Son of Olympic silver rowing medallist Julius Beresford, Jack Beresford was born in Bedford in 1899. He was educated at Bedford School from 1913 until 1917 where he stroked the eight and also captained the Rugby XV. During the First World War he was wounded in the leg whilst serving in France with the Liverpool Scottish Regiment. He returned to London and learned the craft of furniture-making for Beresford & Hicks in his fathers factory. Beresford took up sculling because the leg wound had put an end to his promising rugby career.
In 1920 Beresford won his first Olympic medal in Antwerp: a silver in the Single Sculls. Four years later in Paris he achieved gold in the same event. In 1928, in Amsterdam, he added another silver medal to his collection as a member of the Eights crew. In 1932, in Los Angeles, Beresford won his second gold in the Coxless Fours. In 1936, in Berlin, he achieved yet another gold with victory in the Double Sculls with Dick Southwood, and in so doing he became the first rower to compete at five Olympics, a feat that would be unmatched for forty years. Beresfords record of winning five Olympic medals in succession, an Olympic record in rowing, has since been equalled by Sir Steven Redgrave.

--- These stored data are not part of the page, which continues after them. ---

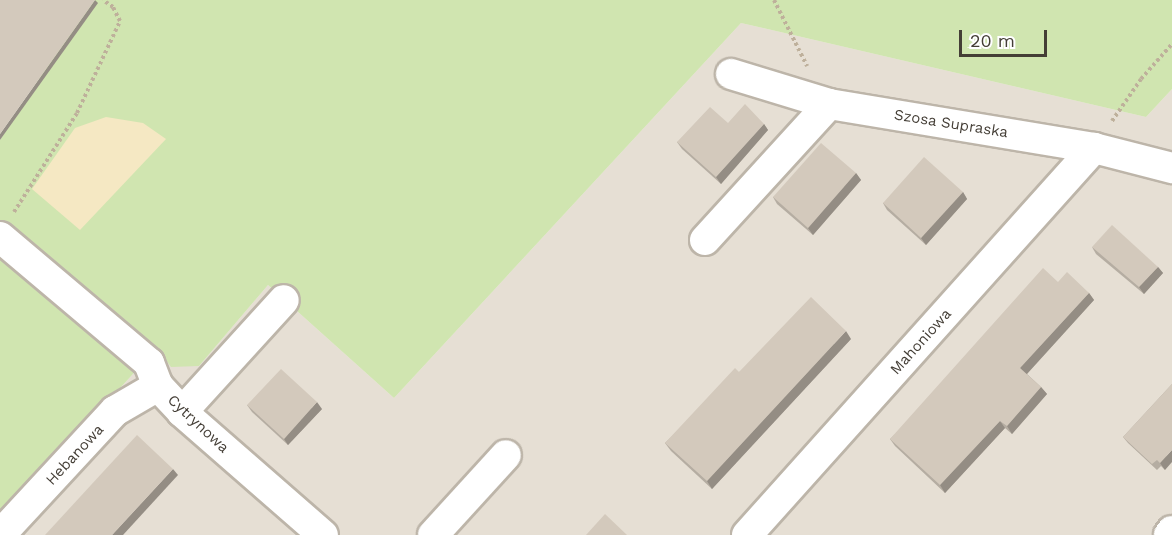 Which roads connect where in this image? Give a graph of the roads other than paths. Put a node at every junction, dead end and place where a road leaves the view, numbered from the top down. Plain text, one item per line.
1 (731, 74) dead end
2 (826, 104) junction
3 (1094, 148) junction
4 (1172, 168) edge
5 (4, 228) edge
6 (705, 240) dead end
7 (284, 300) dead end
8 (158, 386) junction
9 (182, 412) junction
10 (506, 455) dead end
11 (1172, 531) edge
12 (0, 535) edge
13 (323, 535) edge
14 (433, 535) edge
15 (747, 535) edge
16 (1169, 535) edge

1 - 2 street, Szosa Supraska
2 - 3 street, Szosa Supraska
2 - 6 street
3 - 4 street, Szosa Supraska
3 - 15 street, Mahoniowa
5 - 8 street, Cytrynowa
7 - 9 street
8 - 9 street, Cytrynowa
8 - 12 street, Hebanowa
9 - 13 street, Cytrynowa
10 - 14 street
11 - 16 street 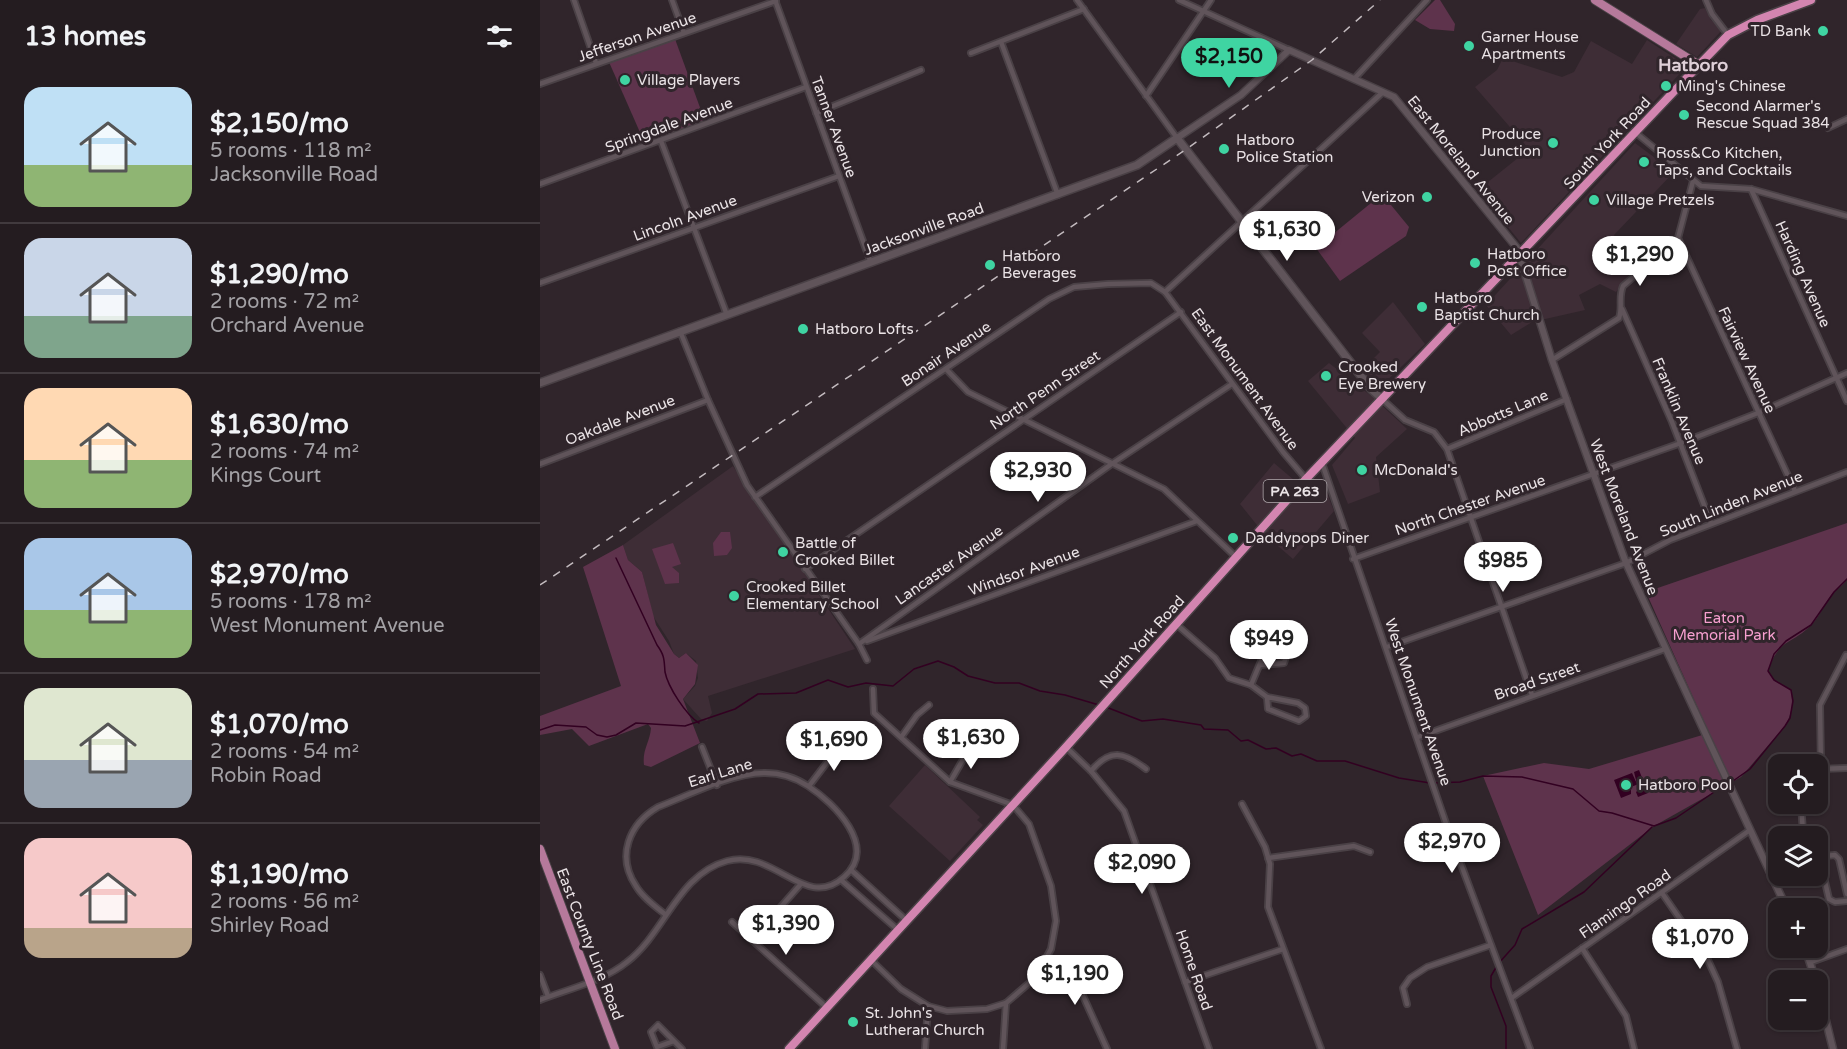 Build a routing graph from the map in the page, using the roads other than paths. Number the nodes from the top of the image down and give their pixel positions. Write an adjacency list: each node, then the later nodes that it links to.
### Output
1 (574, 0): 18 (street)
2 (672, 0): 13 (street)
3 (1077, 0): 11 (street)
4 (1179, 0): 12 (street, East Moreland Avenue)
5 (1211, 0): 12 (street)
6 (1427, 0): 21 (street)
7 (1595, 0): 19 (main road)
8 (1706, 0): 14 (street)
9 (1811, 0): 14 (highway, South York Road / PA 263)
10 (775, 1): 13 (street, Jefferson Avenue); 23 (street, Tanner Avenue)
11 (1084, 9): 15 (street); 25 (street)
12 (1204, 11): 16 (street, East Moreland Avenue); 25 (street)
13 (684, 33): 18 (street, Jefferson Avenue)
14 (1728, 35): 19 (highway, South York Road / PA 263)
15 (1001, 42): 17 (street); 36 (street)
16 (1289, 50): 21 (street, East Moreland Avenue); 30 (street, Jacksonville Road)
17 (971, 53)
18 (596, 63): 22 (street, Jefferson Avenue)
19 (1699, 65): 29 (highway, South York Road / PA 263)
20 (921, 70): 26 (street)
21 (1354, 79): 24 (street, East Moreland Avenue)
22 (540, 84)
23 (806, 87): 26 (street, Tanner Avenue); 31 (street, Springdale Avenue)
24 (1383, 92): 38 (street); 41 (street, East Moreland Avenue)
25 (1146, 96): 30 (street)
26 (816, 113): 32 (street, Tanner Avenue)
27 (1847, 119): 28 (street)
28 (1828, 128)
29 (1636, 133): 33 (street); 41 (highway, South York Road / PA 263)
30 (1176, 138): 36 (main road, Jacksonville Road); 38 (main road)
31 (661, 141): 34 (street, Springdale Avenue); 39 (street)
32 (839, 176): 39 (street, Lincoln Avenue); 42 (street, Tanner Avenue)
33 (1693, 181): 35 (street); 40 (street)
34 (540, 184)
35 (1751, 189): 37 (street); 52 (street, Harding Avenue)
36 (1058, 195): 42 (main road, Jacksonville Road)
37 (1847, 216)
38 (1240, 223): 44 (street); 55 (main road)
39 (696, 227): 43 (street, Lincoln Avenue); 47 (street)
40 (1678, 238): 45 (street); 59 (street, Fairview Avenue)
41 (1519, 256): 49 (street, West Moreland Avenue); 55 (highway, North York Road / PA 263)
42 (871, 262): 47 (main road, Jacksonville Road)
43 (540, 283)
44 (1165, 292): 46 (street, East Monument Avenue); 50 (street, Bonair Avenue)
45 (1622, 309): 49 (street); 61 (street, Franklin Avenue)
46 (1181, 312): 54 (street, East Monument Avenue); 60 (street, North Penn Street)
47 (727, 315): 48 (main road, Jacksonville Road)
48 (680, 331): 53 (main road, Jacksonville Road); 57 (street)
49 (1552, 360): 56 (street, West Moreland Avenue)
50 (946, 369): 60 (street); 70 (street, Bonair Avenue)
51 (1847, 373): 52 (street, North Chester Avenue)
52 (1836, 377): 58 (street, Harding Avenue); 59 (street, North Chester Avenue)
53 (540, 382)
54 (1232, 384): 63 (street, Lancaster Avenue); 68 (street, East Monument Avenue)
55 (1382, 399): 62 (street); 64 (highway, North York Road / PA 263)
56 (1567, 399): 62 (street, Abbotts Lane); 67 (street, West Moreland Avenue)
57 (708, 400): 65 (street, Oakdale Avenue); 70 (street)
58 (1847, 401)
59 (1758, 413): 61 (street, North Chester Avenue); 69 (street, Fairview Avenue)
60 (1024, 420): 63 (street); 77 (street, North Penn Street)
61 (1681, 443): 67 (street, North Chester Avenue); 73 (street, Franklin Avenue)
62 (1447, 449): 71 (street)
63 (1113, 463): 72 (street); 80 (street, Lancaster Avenue)
64 (1322, 463): 68 (highway, North York Road / PA 263); 75 (street, West Monument Avenue)
65 (540, 464)
66 (1847, 471): 69 (street, South Linden Avenue)
67 (1595, 475): 71 (street, North Chester Avenue); 76 (street, West Moreland Avenue)
68 (1306, 479): 74 (highway, North York Road / PA 263)
69 (1795, 492): 73 (street, South Linden Avenue)
70 (755, 497): 77 (street)
71 (1470, 517): 75 (street, North Chester Avenue); 78 (street)
72 (1197, 521): 74 (street); 80 (street, Windsor Avenue)
73 (1711, 523): 76 (street, South Linden Avenue)
74 (1237, 558): 79 (highway, North York Road / PA 263)
75 (1353, 558): 81 (street, West Monument Avenue)
76 (1626, 563): 78 (street, South Linden Avenue); 82 (street, West Moreland Avenue)
77 (805, 569): 80 (street)
78 (1500, 606): 81 (street, South Linden Avenue); 88 (street)
79 (1176, 624): 86 (street); 96 (highway, North York Road / PA 263)
80 (859, 644): 84 (street)
81 (1387, 647): 92 (street, West Monument Avenue)
82 (1665, 649): 88 (street, Broad Street); 107 (street, West Moreland Avenue)
83 (1846, 655): 97 (street)
84 (867, 660)
85 (1260, 665): 85 (street); 86 (street)
86 (1251, 686): 89 (street)
87 (873, 689): 91 (street)
88 (1532, 695): 92 (street, Broad Street)
89 (1266, 697): 89 (street)
90 (929, 705): 91 (street)
91 (902, 736): 102 (street)
92 (1418, 737): 123 (street, West Monument Avenue)
93 (853, 746): 104 (street)
94 (978, 746): 102 (street)
95 (702, 747): 103 (street)
96 (1066, 747): 101 (street, Home Road); 106 (highway, North York Road / PA 263)
97 (1819, 754)
98 (1847, 768): 100 (street)
99 (1146, 769): 101 (street)
100 (1828, 769)
101 (1091, 771): 134 (street, Home Road)
102 (950, 782): 106 (street)
103 (717, 785): 104 (street, Earl Lane); 118 (street, Earl Lane)
104 (809, 786): 111 (street, Earl Lane)
105 (1242, 804): 110 (street)
106 (1013, 805): 119 (highway, North York Road / PA 263); 129 (street)
107 (1750, 830): 114 (street, Flamingo Road); 116 (street, West Moreland Avenue)
108 (540, 849): 133 (main road, East County Line Road)
109 (1370, 852): 110 (street)
110 (1268, 858): 125 (street)
111 (851, 870): 112 (street); 119 (street)
112 (841, 880): 113 (street); 121 (street)
113 (800, 885): 118 (street); 122 (street)
114 (1662, 893): 124 (street, Flamingo Road); 154 (street)
115 (1847, 894): 117 (street)
116 (1782, 898)
117 (1847, 901)
118 (666, 915): 133 (street)
119 (906, 921): 121 (highway, North York Road / PA 263)
120 (732, 922): 141 (street)
121 (898, 930): 128 (highway, North York Road / PA 263)
122 (757, 934)
123 (1491, 945): 136 (street, West Monument Avenue); 139 (street)
124 (1582, 948): 136 (street, Flamingo Road); 153 (street)
125 (1283, 949): 134 (street); 151 (street)
126 (1847, 949): 130 (street)
127 (1809, 958): 130 (street)
128 (870, 959): 140 (street); 141 (highway, North York Road / PA 263)
129 (1047, 961): 138 (street); 149 (street)
130 (1811, 962): 131 (street)
131 (1813, 970)
132 (540, 975): 135 (street)
133 (590, 980): 135 (street); 144 (main road, East County Line Road)
134 (1185, 982): 150 (street, Home Road)
135 (548, 996): 137 (street)
136 (1513, 997): 152 (street, West Monument Avenue)
137 (540, 1000)
138 (1006, 1003): 140 (street); 148 (street)
139 (1407, 1004)
140 (928, 1006): 147 (street)
141 (826, 1007): 146 (highway, North York Road / PA 263)
142 (1828, 1029): 155 (street)
143 (674, 1041): 143 (street); 145 (street)
144 (615, 1049)
145 (682, 1049)
146 (789, 1049)
147 (926, 1049)
148 (1004, 1049)
149 (1107, 1049)
150 (1209, 1049)
151 (1321, 1049)
152 (1530, 1049)
153 (1634, 1049)
154 (1737, 1049)
155 (1833, 1049)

Beresford also enjoyed great success at home at both the Henley Royal Regatta and in the Wingfield Sculls, winning the latter over seven consecutive years, a feat unmatched in history. Beresford was also active in coaching and amateur athletics administration and was appointed Commander of the British Empire in 1960.
Jack Beresford was just one of three generations of Beresfords who represented Great Britain in the Olympics (his father, Julius, silver in 1912 and his nephew, Michael (OB 47-53) in 1960).